| EXTRACTED DATA |

+===+

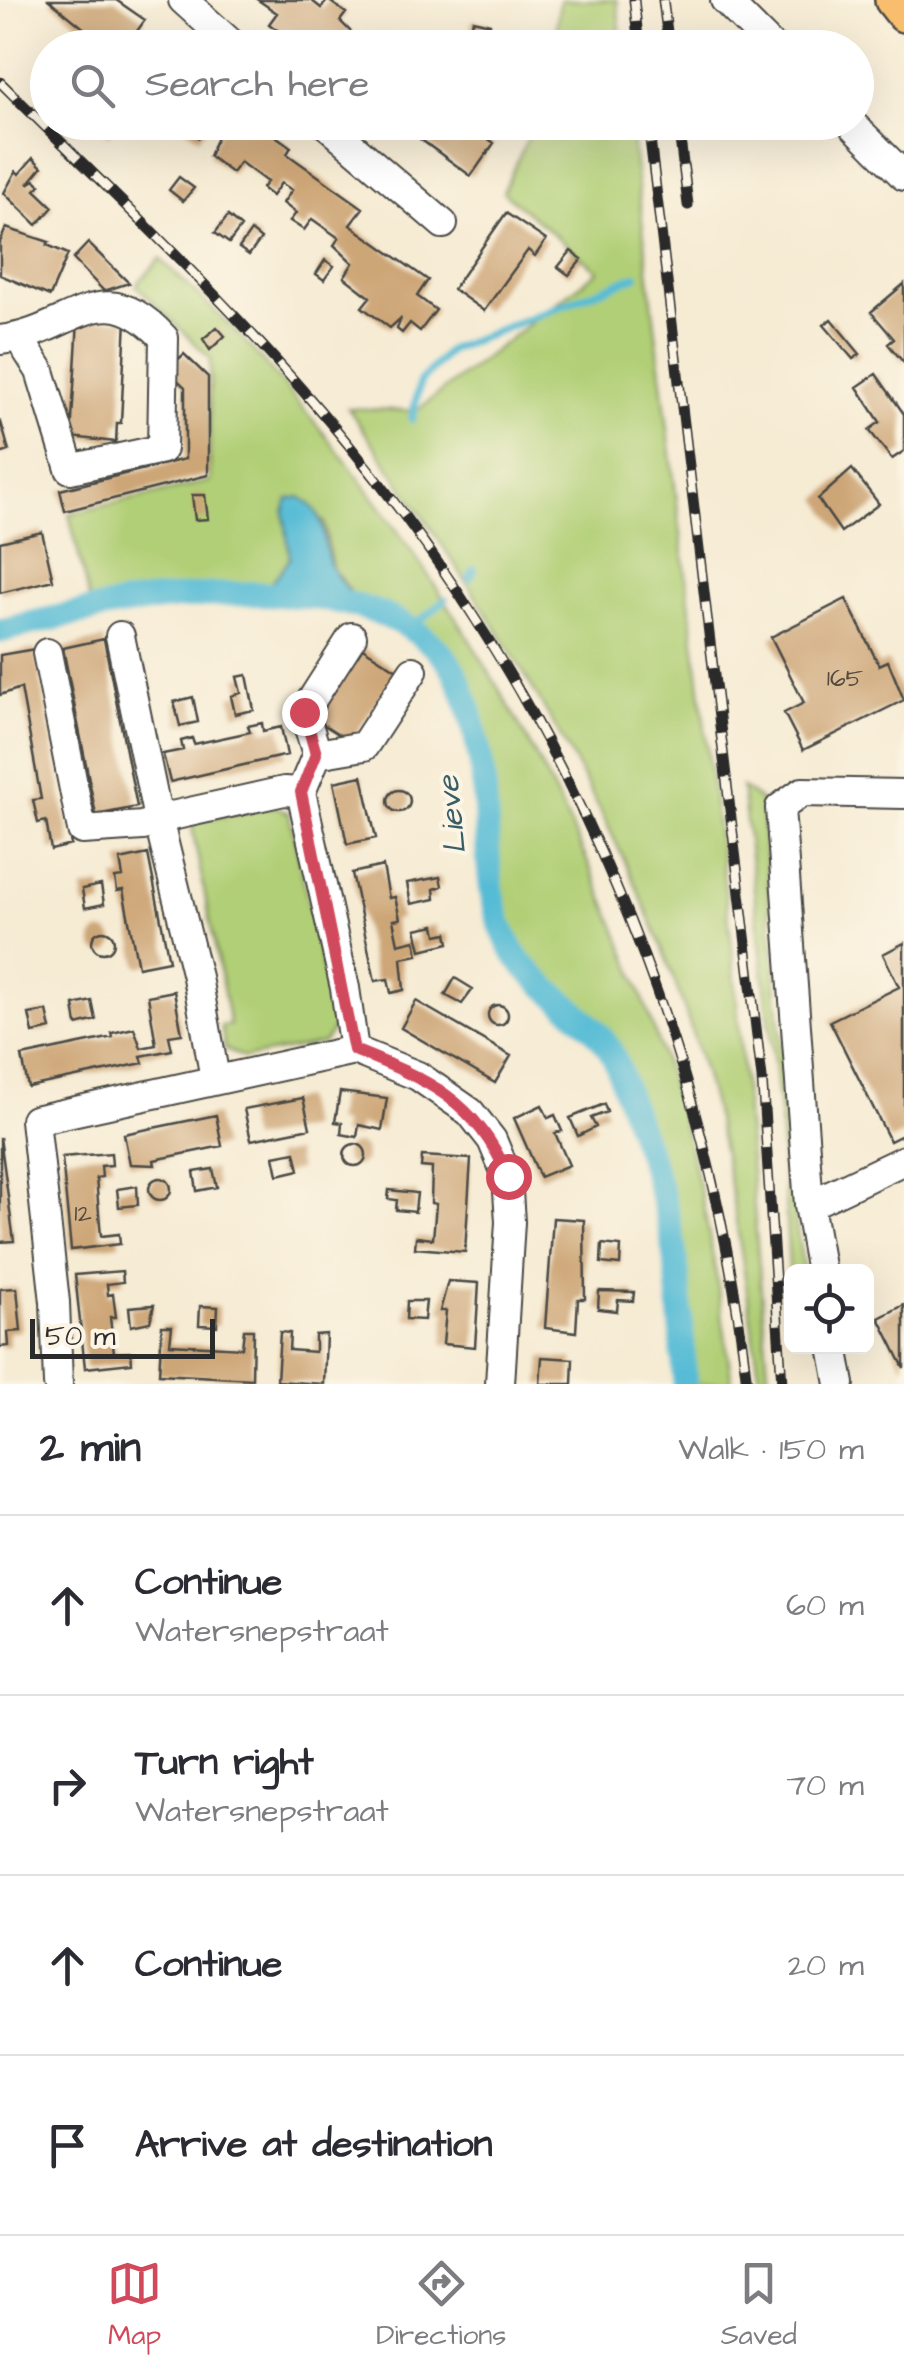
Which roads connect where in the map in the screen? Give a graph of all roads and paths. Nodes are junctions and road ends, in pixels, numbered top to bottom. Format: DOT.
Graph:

+===+

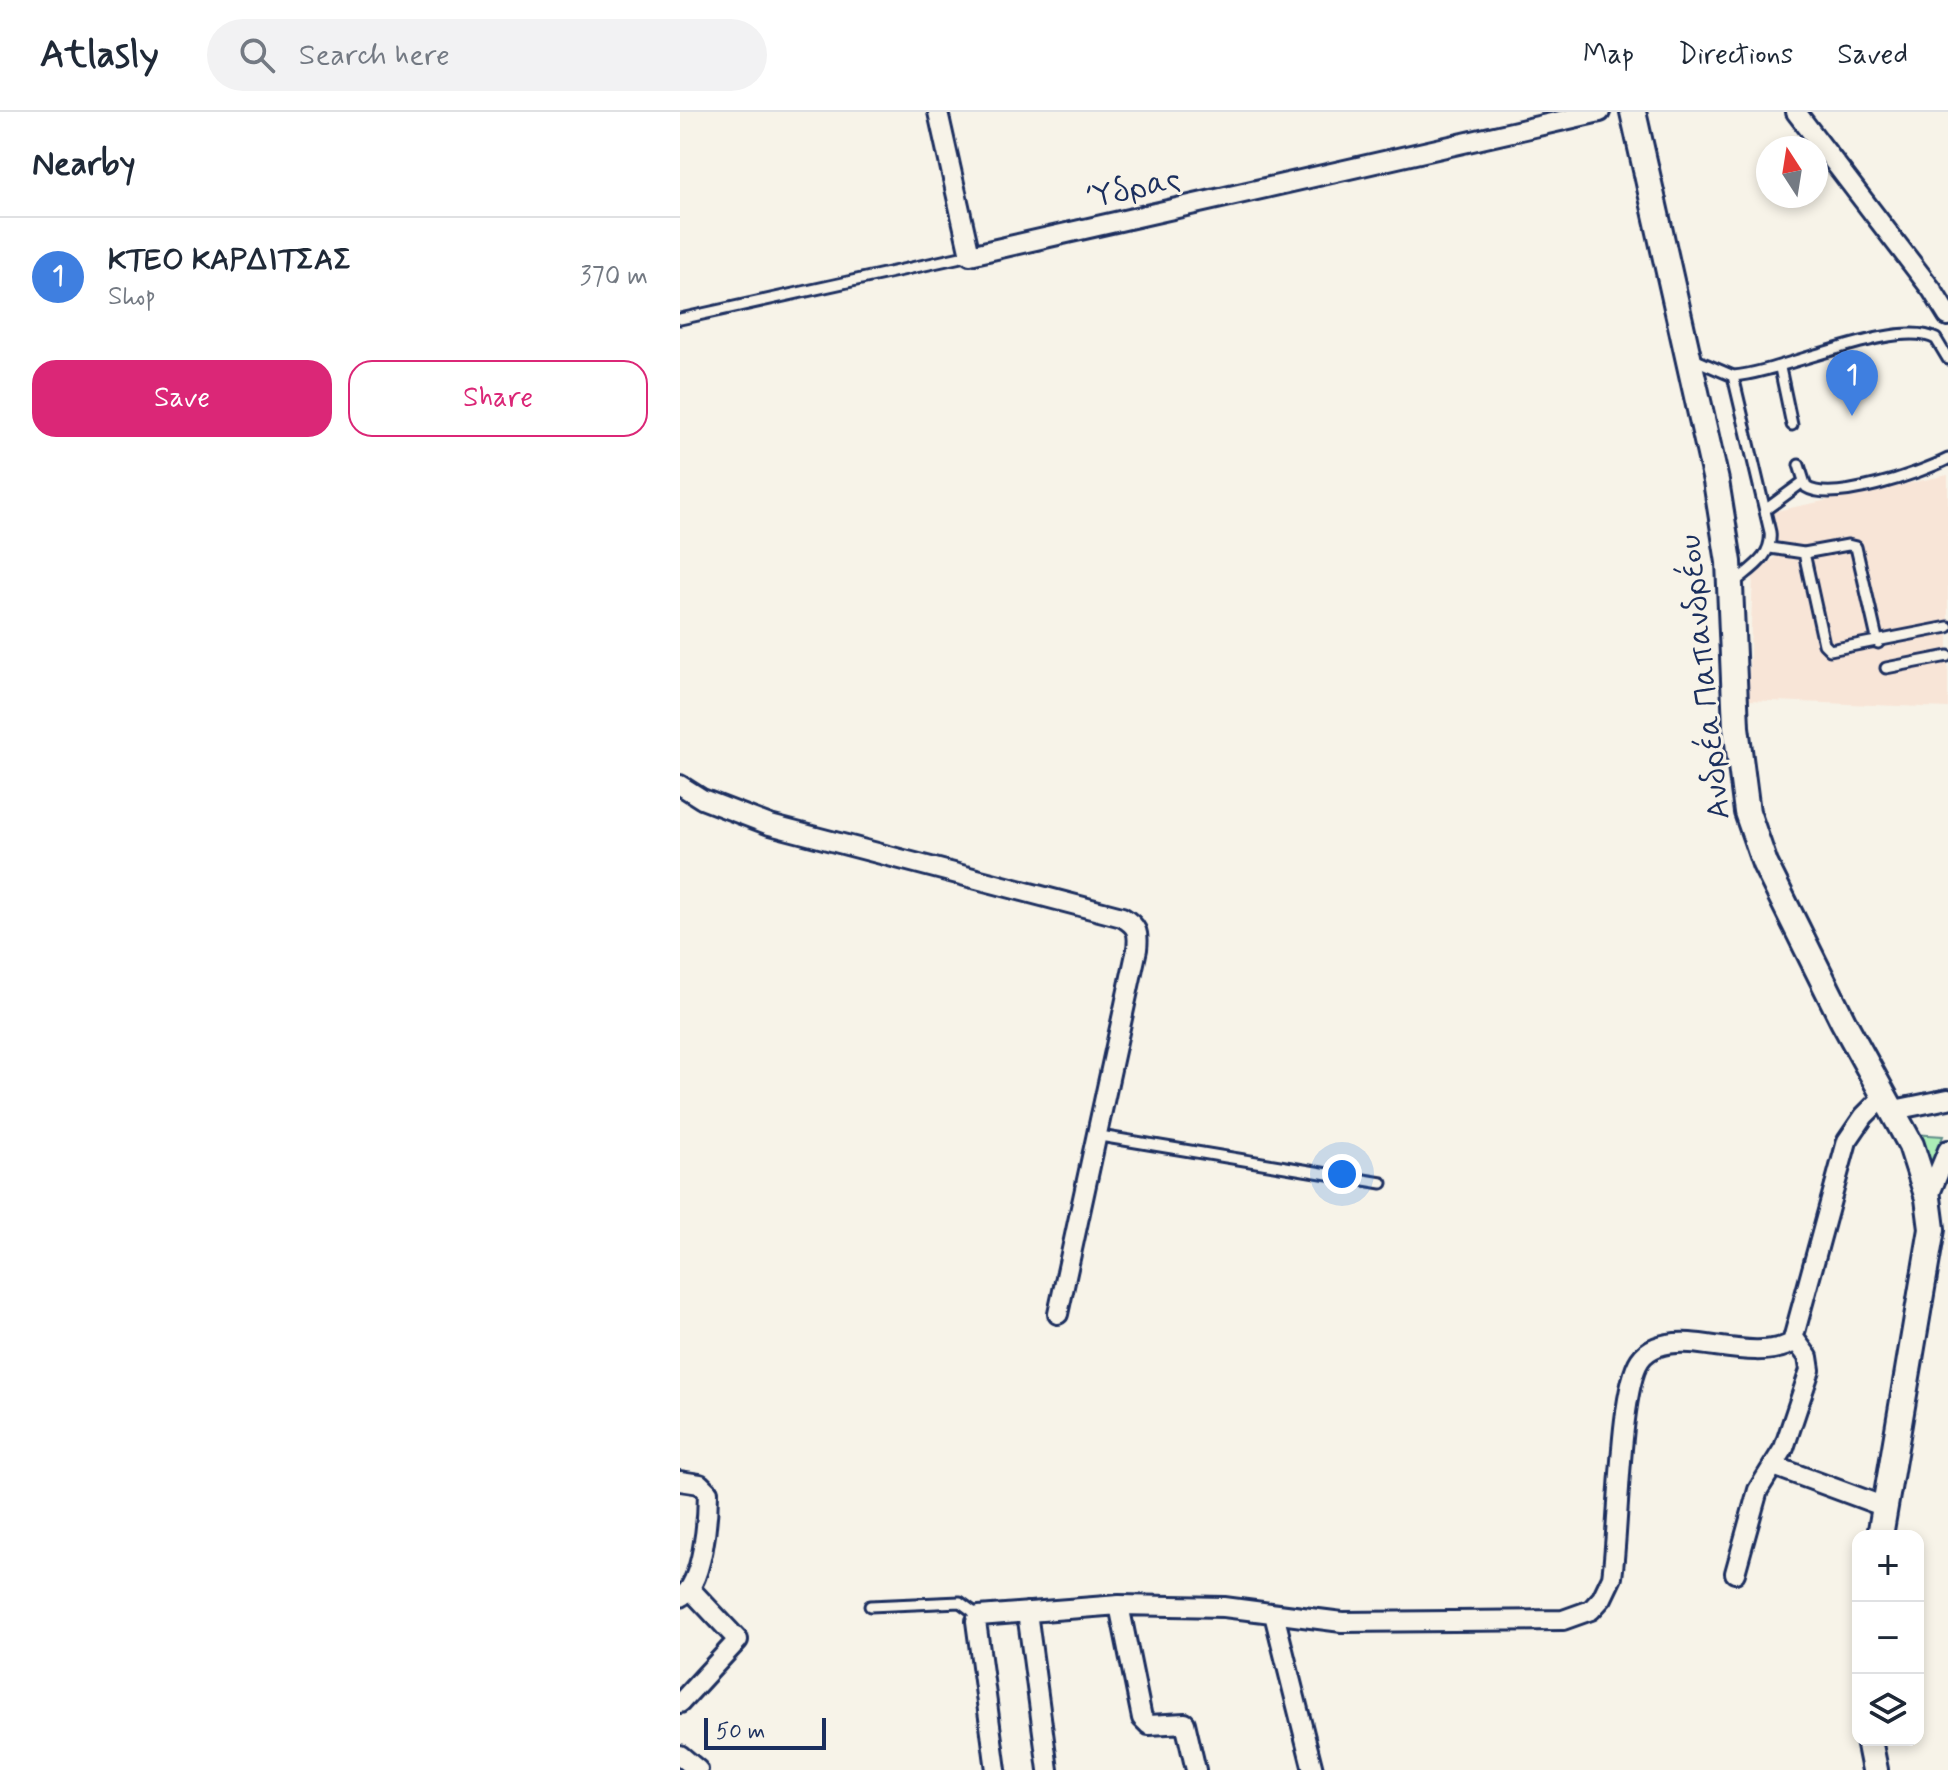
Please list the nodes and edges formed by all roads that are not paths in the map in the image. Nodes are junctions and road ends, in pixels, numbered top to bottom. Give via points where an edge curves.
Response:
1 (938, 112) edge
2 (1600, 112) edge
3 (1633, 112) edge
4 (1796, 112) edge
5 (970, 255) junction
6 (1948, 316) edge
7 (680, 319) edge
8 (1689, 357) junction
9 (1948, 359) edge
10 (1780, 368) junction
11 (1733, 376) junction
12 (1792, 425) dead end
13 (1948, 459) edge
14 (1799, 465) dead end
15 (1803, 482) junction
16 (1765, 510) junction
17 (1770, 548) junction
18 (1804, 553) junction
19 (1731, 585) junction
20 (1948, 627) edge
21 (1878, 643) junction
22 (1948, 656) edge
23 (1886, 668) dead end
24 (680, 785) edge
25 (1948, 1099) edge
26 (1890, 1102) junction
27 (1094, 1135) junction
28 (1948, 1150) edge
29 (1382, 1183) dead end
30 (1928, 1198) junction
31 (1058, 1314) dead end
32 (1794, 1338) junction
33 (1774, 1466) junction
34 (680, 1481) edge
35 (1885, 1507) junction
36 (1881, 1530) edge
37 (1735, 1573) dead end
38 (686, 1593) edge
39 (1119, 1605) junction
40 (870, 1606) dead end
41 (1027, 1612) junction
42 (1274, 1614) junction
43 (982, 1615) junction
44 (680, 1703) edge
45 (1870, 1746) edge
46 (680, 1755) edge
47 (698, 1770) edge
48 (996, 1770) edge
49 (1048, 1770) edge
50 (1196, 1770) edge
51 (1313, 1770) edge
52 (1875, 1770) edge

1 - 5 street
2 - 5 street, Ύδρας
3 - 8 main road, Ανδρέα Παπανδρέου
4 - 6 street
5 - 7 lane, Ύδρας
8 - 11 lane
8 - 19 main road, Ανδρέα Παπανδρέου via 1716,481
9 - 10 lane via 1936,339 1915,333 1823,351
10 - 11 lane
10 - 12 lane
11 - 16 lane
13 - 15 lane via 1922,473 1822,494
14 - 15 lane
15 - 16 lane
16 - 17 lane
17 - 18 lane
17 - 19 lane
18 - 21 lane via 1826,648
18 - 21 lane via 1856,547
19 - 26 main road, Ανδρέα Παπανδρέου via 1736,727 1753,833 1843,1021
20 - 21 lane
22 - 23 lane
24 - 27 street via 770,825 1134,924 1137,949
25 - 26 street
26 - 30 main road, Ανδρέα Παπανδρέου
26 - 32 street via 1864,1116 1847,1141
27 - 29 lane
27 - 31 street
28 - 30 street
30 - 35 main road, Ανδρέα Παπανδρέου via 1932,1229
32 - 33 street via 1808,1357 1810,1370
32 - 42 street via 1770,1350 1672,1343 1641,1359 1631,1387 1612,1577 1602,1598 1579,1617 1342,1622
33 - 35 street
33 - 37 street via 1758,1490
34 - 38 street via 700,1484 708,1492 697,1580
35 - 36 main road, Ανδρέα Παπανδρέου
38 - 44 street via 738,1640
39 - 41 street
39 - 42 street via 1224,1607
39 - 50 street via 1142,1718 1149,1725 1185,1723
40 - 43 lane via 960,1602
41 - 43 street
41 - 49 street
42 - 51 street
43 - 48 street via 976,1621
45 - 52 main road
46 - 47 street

+===+

| TASK REQUIREMENTS |
Please copy every line in the entries where "roads" appears.

| EXPECTED OUTPUT |
Which roads connect where in the map in the screen? Give a graph of all roads and paths. Nodes are junctions and road ends, in pixels, numbered top to bottom. Format: DOT.
Please list the nodes and edges formed by all roads that are not paths in the map in the image. Nodes are junctions and road ends, in pixels, numbered top to bottom. Give via points where an edge curves.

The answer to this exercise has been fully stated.